:: Task material ::
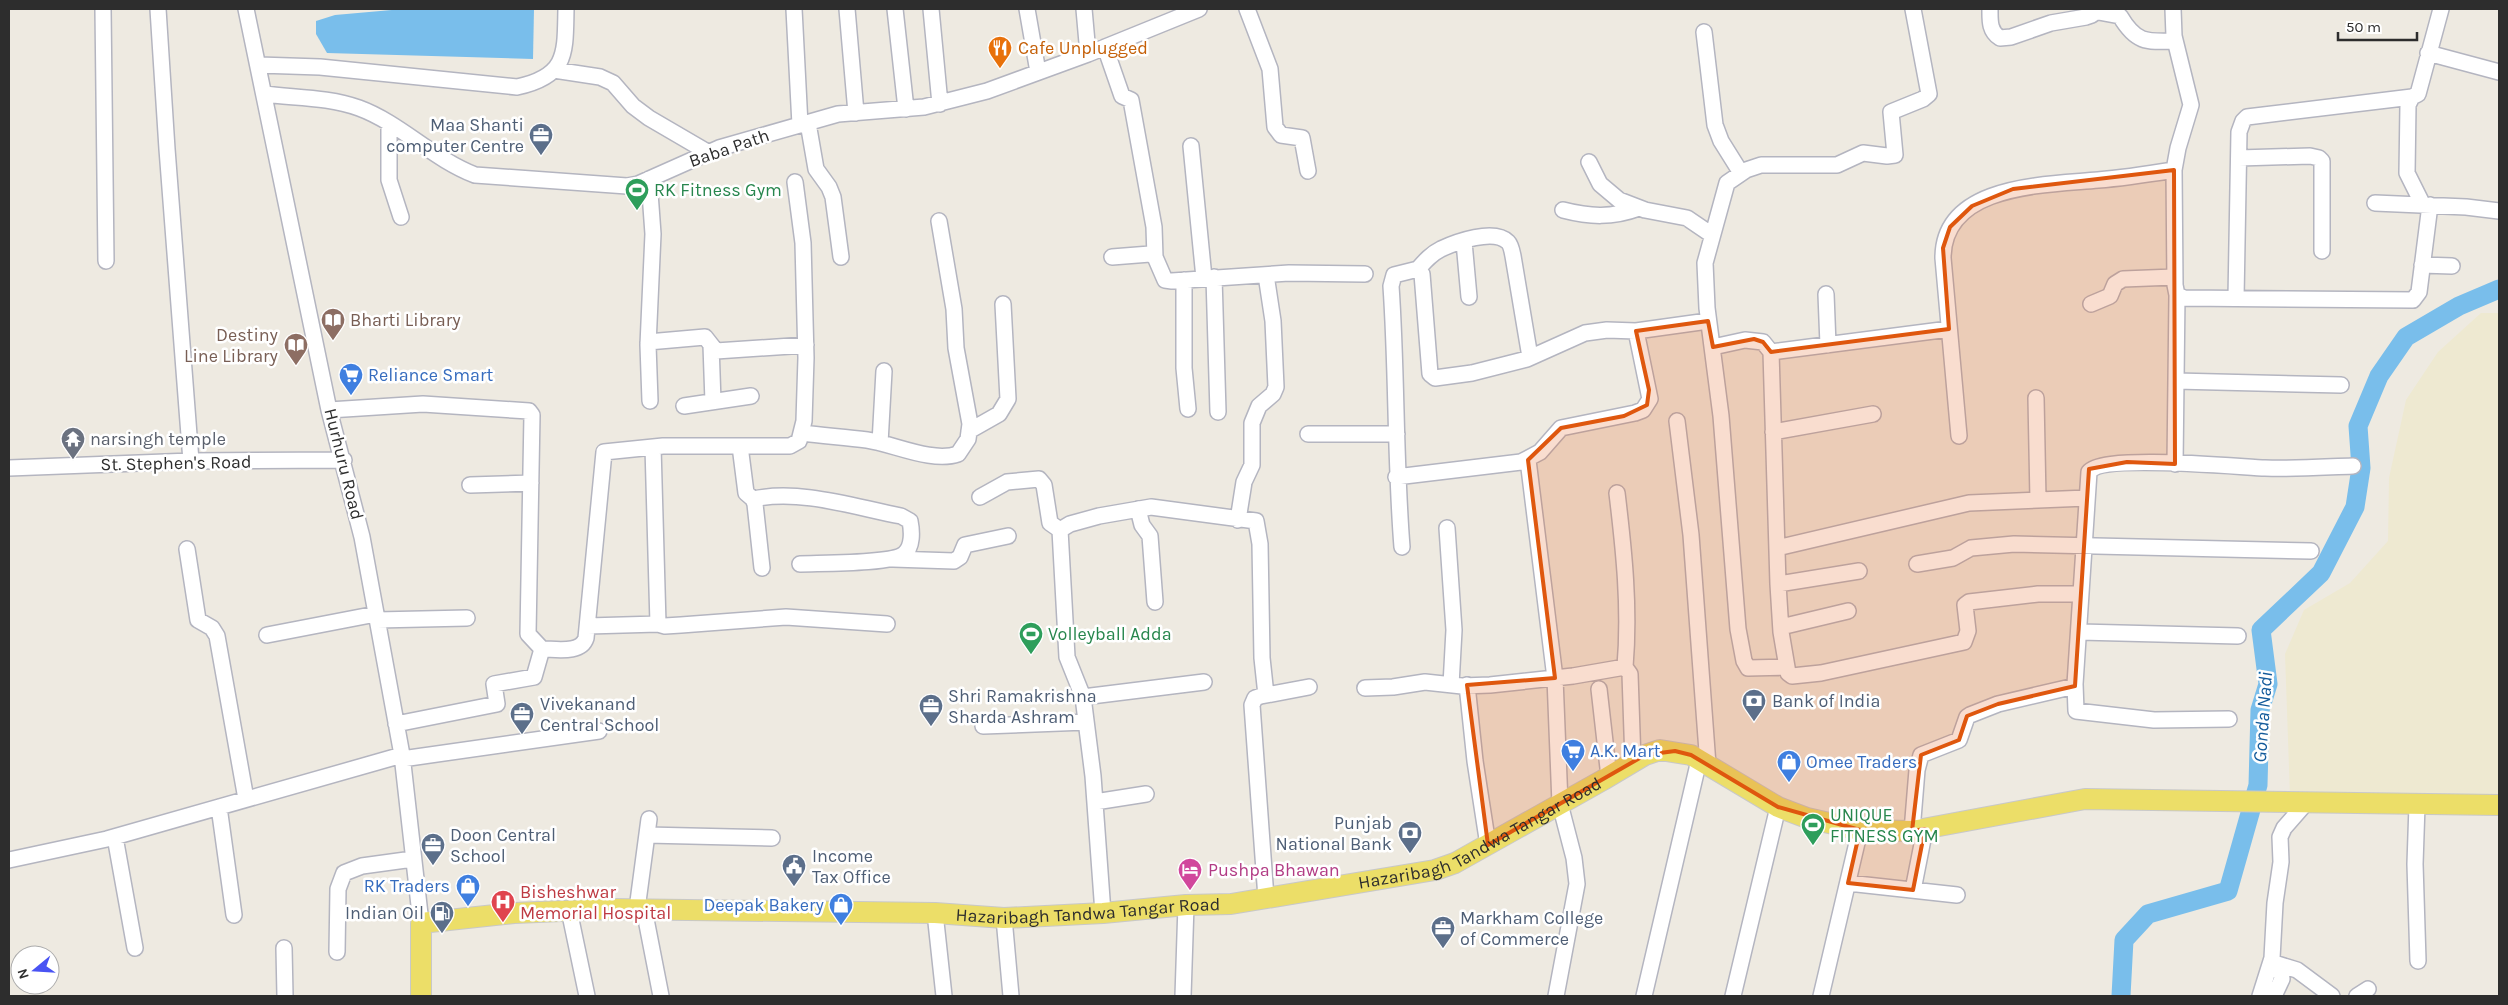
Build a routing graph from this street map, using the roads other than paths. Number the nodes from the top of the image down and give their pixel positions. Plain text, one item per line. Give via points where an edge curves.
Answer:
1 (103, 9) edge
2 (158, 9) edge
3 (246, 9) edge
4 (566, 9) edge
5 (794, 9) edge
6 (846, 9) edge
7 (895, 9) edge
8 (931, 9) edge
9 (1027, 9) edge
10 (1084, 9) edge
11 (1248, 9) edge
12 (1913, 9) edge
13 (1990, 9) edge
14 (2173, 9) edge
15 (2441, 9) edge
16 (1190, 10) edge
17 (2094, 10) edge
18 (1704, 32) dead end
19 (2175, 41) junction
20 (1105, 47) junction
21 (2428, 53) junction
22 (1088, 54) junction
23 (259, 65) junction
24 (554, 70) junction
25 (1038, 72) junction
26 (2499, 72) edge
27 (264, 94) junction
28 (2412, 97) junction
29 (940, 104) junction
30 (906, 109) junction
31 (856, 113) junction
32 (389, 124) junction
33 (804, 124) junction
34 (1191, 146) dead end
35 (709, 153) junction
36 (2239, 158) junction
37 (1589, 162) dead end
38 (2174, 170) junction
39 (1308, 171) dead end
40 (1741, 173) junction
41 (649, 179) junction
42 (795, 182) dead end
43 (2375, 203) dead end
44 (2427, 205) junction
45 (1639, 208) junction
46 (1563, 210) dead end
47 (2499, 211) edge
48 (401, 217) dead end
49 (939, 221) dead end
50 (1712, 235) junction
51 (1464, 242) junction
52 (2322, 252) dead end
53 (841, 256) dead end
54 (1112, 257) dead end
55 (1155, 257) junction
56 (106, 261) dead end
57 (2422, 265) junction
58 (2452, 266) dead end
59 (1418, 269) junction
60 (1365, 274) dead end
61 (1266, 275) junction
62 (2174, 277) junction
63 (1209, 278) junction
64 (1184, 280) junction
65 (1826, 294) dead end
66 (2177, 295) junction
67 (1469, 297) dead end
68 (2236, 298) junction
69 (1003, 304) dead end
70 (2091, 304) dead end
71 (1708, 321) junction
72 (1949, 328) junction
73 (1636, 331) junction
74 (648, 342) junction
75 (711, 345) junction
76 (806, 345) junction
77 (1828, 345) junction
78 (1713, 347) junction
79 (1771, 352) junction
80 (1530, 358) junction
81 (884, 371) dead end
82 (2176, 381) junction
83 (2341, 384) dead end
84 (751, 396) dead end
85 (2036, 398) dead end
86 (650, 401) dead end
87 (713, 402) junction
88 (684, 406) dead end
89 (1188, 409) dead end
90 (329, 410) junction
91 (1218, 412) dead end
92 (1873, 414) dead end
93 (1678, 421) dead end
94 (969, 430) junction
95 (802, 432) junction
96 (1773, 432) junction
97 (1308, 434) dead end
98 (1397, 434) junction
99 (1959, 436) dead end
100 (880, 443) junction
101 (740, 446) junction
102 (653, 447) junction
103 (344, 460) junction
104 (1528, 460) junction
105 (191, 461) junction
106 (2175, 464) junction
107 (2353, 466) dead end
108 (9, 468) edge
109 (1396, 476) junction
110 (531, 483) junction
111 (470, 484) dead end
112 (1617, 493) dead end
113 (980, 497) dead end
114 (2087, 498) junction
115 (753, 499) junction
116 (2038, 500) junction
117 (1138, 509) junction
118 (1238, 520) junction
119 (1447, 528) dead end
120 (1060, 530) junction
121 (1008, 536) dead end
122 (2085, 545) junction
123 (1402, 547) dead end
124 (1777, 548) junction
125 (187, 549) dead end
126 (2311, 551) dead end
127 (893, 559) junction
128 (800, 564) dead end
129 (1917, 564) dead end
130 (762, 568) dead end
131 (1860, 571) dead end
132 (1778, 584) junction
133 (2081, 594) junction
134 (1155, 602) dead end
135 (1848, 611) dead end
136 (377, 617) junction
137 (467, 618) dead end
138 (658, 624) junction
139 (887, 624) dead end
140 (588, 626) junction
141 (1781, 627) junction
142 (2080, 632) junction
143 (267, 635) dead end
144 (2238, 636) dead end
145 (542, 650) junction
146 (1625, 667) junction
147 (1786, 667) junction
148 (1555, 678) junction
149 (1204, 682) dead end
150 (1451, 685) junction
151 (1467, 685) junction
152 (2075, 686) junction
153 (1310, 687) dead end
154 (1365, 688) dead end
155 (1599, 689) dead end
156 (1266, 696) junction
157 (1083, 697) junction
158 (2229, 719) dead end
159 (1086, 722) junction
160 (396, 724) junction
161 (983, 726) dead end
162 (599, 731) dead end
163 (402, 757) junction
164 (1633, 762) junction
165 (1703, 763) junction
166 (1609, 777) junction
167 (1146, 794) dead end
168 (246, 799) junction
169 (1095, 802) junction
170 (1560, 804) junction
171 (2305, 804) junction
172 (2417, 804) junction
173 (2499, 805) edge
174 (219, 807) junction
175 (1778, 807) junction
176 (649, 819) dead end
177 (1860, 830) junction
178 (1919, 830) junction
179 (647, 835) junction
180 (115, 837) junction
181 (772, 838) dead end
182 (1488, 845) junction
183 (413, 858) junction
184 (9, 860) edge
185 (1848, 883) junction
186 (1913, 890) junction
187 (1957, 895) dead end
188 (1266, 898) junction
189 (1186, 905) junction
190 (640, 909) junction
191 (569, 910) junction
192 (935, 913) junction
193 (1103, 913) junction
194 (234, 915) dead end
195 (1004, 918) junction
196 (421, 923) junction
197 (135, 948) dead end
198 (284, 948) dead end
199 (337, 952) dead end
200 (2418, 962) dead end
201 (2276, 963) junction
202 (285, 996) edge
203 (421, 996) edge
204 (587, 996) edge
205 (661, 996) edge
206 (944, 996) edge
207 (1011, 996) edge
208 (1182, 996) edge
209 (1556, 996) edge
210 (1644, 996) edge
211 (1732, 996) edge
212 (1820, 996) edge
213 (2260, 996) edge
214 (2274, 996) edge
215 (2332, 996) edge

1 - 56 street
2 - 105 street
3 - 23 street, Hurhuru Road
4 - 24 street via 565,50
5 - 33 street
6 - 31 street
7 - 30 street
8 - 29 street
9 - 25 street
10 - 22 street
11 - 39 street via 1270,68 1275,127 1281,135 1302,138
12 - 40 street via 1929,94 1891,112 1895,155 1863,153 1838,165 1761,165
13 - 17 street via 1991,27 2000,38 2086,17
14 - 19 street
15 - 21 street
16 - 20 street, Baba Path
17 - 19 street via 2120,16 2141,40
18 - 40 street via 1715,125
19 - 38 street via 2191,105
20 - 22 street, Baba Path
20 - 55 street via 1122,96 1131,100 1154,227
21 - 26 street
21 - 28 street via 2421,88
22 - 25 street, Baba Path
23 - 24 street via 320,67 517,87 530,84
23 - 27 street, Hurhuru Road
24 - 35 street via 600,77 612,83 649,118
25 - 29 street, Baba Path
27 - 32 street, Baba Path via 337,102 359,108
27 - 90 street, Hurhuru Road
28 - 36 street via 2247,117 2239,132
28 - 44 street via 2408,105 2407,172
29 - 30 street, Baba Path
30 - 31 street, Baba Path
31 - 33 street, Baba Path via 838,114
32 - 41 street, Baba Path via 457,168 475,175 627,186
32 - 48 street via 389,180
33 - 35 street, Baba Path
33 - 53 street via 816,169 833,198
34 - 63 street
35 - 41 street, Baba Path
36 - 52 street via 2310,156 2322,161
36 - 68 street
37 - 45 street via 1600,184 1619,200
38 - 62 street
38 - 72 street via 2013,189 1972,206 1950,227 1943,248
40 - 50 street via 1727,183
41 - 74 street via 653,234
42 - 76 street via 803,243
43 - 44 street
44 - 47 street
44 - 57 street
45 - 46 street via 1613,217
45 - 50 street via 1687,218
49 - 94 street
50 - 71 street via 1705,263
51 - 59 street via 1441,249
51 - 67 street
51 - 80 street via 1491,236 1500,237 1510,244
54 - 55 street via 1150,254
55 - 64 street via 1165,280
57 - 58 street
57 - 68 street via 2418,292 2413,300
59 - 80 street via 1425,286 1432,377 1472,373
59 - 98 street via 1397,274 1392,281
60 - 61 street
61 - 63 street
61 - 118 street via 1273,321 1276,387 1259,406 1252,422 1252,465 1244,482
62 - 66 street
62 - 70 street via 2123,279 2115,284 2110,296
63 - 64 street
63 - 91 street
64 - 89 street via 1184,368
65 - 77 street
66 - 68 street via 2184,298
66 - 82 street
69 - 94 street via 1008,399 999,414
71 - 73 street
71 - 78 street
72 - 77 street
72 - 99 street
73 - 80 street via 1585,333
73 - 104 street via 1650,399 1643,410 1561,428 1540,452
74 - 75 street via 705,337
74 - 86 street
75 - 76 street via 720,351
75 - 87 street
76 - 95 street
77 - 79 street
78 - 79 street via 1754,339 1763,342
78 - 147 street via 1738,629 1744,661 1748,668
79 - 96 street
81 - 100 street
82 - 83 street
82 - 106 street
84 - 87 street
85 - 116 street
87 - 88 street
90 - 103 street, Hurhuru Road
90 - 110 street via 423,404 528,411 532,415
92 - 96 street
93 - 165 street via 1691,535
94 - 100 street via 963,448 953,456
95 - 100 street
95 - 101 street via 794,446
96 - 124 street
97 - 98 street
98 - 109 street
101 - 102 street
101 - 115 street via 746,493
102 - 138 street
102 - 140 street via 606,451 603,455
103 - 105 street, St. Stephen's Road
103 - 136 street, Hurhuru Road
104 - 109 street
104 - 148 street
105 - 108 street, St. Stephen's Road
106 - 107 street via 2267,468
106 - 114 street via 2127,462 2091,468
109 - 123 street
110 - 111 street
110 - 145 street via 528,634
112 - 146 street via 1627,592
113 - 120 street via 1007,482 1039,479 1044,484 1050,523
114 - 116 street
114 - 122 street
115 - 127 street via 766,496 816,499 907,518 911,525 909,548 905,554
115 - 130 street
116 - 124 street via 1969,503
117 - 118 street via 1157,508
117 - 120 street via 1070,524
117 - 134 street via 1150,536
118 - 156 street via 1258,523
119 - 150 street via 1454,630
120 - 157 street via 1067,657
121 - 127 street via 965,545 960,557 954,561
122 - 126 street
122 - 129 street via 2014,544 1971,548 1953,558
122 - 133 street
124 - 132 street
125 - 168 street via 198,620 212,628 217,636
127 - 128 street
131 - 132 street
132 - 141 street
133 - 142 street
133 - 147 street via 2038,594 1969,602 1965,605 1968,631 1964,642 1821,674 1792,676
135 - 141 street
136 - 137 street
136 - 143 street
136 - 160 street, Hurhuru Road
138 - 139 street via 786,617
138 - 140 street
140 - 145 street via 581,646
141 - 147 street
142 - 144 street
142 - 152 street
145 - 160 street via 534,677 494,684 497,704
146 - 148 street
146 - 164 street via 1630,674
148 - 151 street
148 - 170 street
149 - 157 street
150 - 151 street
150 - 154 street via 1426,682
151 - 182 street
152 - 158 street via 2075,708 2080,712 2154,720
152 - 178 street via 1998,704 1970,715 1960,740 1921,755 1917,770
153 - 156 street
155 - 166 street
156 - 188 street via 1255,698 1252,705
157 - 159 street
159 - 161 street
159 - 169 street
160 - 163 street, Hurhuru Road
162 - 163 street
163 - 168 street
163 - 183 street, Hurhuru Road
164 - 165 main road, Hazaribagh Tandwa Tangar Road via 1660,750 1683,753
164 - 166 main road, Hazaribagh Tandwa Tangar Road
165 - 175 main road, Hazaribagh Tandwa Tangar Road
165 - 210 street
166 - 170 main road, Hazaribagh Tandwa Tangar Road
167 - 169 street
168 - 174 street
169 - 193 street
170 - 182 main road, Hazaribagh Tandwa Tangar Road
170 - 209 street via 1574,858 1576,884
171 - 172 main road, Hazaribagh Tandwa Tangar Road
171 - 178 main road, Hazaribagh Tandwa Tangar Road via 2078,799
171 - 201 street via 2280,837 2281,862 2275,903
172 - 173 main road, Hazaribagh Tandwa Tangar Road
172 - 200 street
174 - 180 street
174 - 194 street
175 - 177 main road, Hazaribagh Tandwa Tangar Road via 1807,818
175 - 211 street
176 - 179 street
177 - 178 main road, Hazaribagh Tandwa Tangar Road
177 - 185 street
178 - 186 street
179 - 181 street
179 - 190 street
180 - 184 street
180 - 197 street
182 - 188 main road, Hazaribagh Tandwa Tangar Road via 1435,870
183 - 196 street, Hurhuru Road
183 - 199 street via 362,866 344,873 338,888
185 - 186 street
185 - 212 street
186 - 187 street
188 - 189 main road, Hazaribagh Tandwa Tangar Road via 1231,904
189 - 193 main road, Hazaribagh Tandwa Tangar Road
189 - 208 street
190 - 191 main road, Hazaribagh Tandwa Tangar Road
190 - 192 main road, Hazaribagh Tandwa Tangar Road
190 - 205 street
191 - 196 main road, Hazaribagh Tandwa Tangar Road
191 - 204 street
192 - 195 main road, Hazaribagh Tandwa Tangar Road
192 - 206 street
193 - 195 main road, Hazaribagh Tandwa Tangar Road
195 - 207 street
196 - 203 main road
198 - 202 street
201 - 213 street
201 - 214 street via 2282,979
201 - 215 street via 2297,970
:::
- [Work to complete]: Your answer should be every line above that contains the word "Baba".

- [Exercise result]:
16 - 20 street, Baba Path
20 - 22 street, Baba Path
22 - 25 street, Baba Path
25 - 29 street, Baba Path
27 - 32 street, Baba Path via 337,102 359,108
29 - 30 street, Baba Path
30 - 31 street, Baba Path
31 - 33 street, Baba Path via 838,114
32 - 41 street, Baba Path via 457,168 475,175 627,186
33 - 35 street, Baba Path
35 - 41 street, Baba Path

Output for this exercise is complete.